- **TASK OBJECTIVE**: Whichever lines of the entries hold the word "Chacabuco" should be identified and copied.

(INPUT RECORDS Opens)

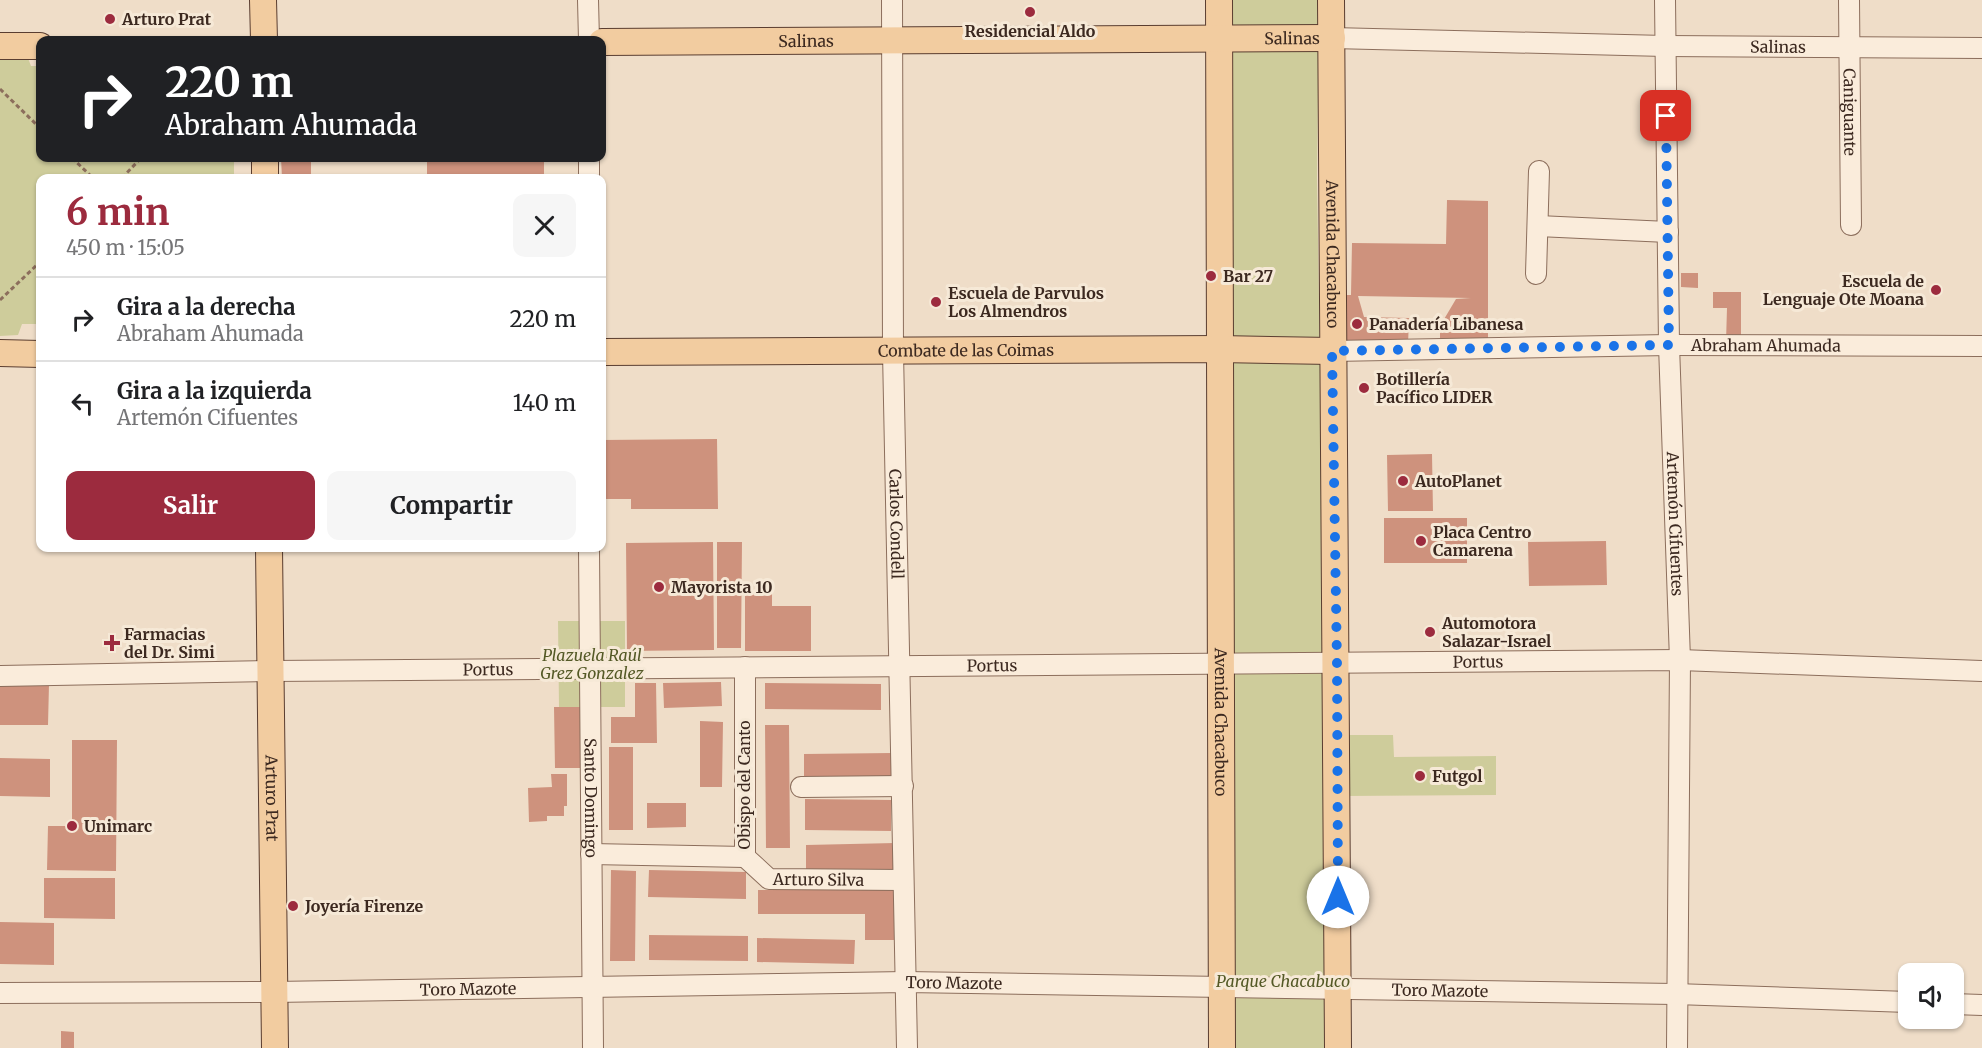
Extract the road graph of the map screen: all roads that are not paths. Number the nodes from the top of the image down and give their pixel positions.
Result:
1 (263, 0) edge
2 (588, 0) edge
3 (892, 0) edge
4 (1219, 0) edge
5 (1331, 0) edge
6 (1665, 0) edge
7 (1849, 0) edge
8 (264, 36) edge
9 (589, 36) edge
10 (1219, 38) junction
11 (1332, 38) junction
12 (893, 40) junction
13 (606, 42) edge
14 (0, 46) edge
15 (36, 46) edge
16 (1665, 46) junction
17 (1849, 47) junction
18 (1982, 48) edge
19 (1539, 171) dead end
20 (1851, 225) dead end
21 (1538, 226) junction
22 (1668, 232) junction
23 (1536, 274) dead end
24 (1669, 345) junction
25 (1982, 346) edge
26 (1219, 349) junction
27 (1332, 351) junction
28 (606, 352) edge
29 (893, 352) junction
30 (0, 353) edge
31 (36, 354) edge
32 (269, 552) edge
33 (590, 552) edge
34 (1680, 660) junction
35 (1337, 664) junction
36 (1221, 665) junction
37 (900, 666) junction
38 (745, 667) junction
39 (591, 668) junction
40 (271, 670) junction
41 (1982, 671) edge
42 (0, 676) edge
43 (903, 786) junction
44 (801, 788) dead end
45 (591, 854) junction
46 (745, 857) junction
47 (903, 880) junction
48 (906, 982) junction
49 (592, 986) junction
50 (1222, 987) junction
51 (1338, 990) junction
52 (274, 992) junction
53 (0, 993) edge
54 (1675, 994) junction
55 (1898, 1002) edge
56 (1964, 1004) edge
57 (1982, 1005) edge
58 (275, 1048) edge
59 (593, 1048) edge
60 (907, 1048) edge
61 (1222, 1048) edge
62 (1338, 1048) edge
63 (1677, 1048) edge

1 - 8 main road
2 - 9 street
3 - 12 street, Carlos Condell
4 - 10 main road, Avenida Chacabuco
5 - 11 main road, Avenida Chacabuco
6 - 16 street, Artemón Cifuentes
7 - 17 street, Caniguante
10 - 11 main road, Salinas
10 - 12 main road, Salinas
10 - 26 main road, Avenida Chacabuco
11 - 16 street, Salinas
11 - 27 main road, Avenida Chacabuco
12 - 13 main road, Salinas
12 - 29 street, Carlos Condell
14 - 15 main road
16 - 17 street, Salinas
16 - 22 street, Artemón Cifuentes
17 - 18 street, Salinas
17 - 20 street, Caniguante
19 - 21 street
21 - 22 street
21 - 23 street
22 - 24 street, Artemón Cifuentes
24 - 25 street, Abraham Ahumada
24 - 27 street, Abraham Ahumada
24 - 34 street, Artemón Cifuentes
26 - 27 main road, Combate de las Coimas
26 - 29 main road, Combate de las Coimas
26 - 36 main road, Avenida Chacabuco
27 - 35 main road, Avenida Chacabuco
28 - 29 main road, Combate de las Coimas
29 - 37 street, Carlos Condell
30 - 31 main road
32 - 40 main road, Arturo Prat
33 - 39 street, Santo Domingo
34 - 35 street, Portus
34 - 41 street, Portus
34 - 54 street, Artemón Cifuentes
35 - 36 street, Portus
35 - 51 main road, Avenida Chacabuco
36 - 37 street, Portus
36 - 50 main road, Avenida Chacabuco
37 - 38 street, Portus
37 - 43 street, Carlos Condell
38 - 39 street, Portus
38 - 46 street, Obispo del Canto
39 - 40 street, Portus
39 - 45 street, Santo Domingo
40 - 42 street, Portus
40 - 52 main road, Arturo Prat
43 - 44 street
43 - 47 street, Carlos Condell
45 - 46 street, Obispo del Canto
45 - 49 street, Santo Domingo
46 - 47 street, Arturo Silva
47 - 48 street, Carlos Condell
48 - 49 street, Toro Mazote
48 - 50 street, Toro Mazote
48 - 60 street, Carlos Condell
49 - 52 street, Toro Mazote
49 - 59 street, Santo Domingo
50 - 51 street, Toro Mazote
50 - 61 main road, Avenida Chacabuco
51 - 54 street, Toro Mazote
51 - 62 main road, Avenida Chacabuco
52 - 53 street, Toro Mazote
52 - 58 main road, Arturo Prat
54 - 55 street, Toro Mazote
54 - 63 street, Artemón Cifuentes
56 - 57 street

(INPUT RECORDS Closes)

- **ANSWER SECTION**:
4 - 10 main road, Avenida Chacabuco
5 - 11 main road, Avenida Chacabuco
10 - 26 main road, Avenida Chacabuco
11 - 27 main road, Avenida Chacabuco
26 - 36 main road, Avenida Chacabuco
27 - 35 main road, Avenida Chacabuco
35 - 51 main road, Avenida Chacabuco
36 - 50 main road, Avenida Chacabuco
50 - 61 main road, Avenida Chacabuco
51 - 62 main road, Avenida Chacabuco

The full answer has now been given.